◆ Task to complete ◆
Tell me how many lines of the entries below include the string "Крупской", and give only the number.

+++ Data records +++

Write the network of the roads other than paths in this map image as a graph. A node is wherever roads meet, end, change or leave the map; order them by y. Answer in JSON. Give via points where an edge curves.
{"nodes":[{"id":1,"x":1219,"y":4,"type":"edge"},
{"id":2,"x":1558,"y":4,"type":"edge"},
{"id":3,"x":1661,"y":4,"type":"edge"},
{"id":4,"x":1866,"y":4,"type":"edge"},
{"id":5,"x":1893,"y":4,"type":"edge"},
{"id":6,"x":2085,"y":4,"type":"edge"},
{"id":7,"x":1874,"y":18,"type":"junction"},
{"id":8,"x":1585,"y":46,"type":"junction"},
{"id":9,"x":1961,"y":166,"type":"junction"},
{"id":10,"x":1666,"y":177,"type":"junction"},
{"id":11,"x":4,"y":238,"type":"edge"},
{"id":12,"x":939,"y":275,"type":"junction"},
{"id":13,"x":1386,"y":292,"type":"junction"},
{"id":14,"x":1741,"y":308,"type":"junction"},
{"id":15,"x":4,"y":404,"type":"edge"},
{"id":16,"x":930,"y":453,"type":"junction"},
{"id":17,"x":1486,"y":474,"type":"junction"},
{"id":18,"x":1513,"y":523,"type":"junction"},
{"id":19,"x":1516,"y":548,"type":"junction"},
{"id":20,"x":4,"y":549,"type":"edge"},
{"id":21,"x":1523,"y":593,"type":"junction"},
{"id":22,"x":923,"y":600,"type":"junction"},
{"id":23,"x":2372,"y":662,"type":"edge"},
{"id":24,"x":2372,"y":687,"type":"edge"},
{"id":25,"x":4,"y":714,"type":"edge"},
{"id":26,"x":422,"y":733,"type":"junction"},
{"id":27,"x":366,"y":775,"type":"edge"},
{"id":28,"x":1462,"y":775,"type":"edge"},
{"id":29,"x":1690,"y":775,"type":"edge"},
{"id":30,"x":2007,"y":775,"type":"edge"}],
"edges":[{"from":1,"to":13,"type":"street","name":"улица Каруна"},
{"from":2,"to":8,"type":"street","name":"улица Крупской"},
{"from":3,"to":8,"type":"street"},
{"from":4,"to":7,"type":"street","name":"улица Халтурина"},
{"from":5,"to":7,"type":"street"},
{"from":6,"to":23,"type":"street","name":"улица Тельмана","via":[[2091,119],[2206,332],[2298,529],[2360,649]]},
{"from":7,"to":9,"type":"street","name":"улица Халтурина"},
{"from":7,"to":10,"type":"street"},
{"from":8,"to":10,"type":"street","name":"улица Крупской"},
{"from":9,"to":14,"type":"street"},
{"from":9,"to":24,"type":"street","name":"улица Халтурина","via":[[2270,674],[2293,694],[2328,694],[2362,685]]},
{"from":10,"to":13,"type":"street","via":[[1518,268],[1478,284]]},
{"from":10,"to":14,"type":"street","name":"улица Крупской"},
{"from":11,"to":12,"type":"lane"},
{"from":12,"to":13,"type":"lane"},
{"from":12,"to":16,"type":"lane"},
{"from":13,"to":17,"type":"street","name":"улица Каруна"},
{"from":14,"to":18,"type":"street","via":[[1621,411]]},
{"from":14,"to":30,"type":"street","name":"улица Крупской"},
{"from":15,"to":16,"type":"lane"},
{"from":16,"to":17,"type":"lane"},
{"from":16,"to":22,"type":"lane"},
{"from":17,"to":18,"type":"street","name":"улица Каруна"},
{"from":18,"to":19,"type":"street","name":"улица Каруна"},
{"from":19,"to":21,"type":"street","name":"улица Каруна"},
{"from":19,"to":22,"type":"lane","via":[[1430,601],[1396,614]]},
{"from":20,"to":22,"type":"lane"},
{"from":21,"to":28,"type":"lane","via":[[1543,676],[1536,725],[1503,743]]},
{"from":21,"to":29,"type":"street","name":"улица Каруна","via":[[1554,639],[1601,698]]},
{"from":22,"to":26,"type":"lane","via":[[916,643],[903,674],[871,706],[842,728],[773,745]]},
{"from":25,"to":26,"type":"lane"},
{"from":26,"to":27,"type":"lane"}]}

+++

◆ Response below ◆
4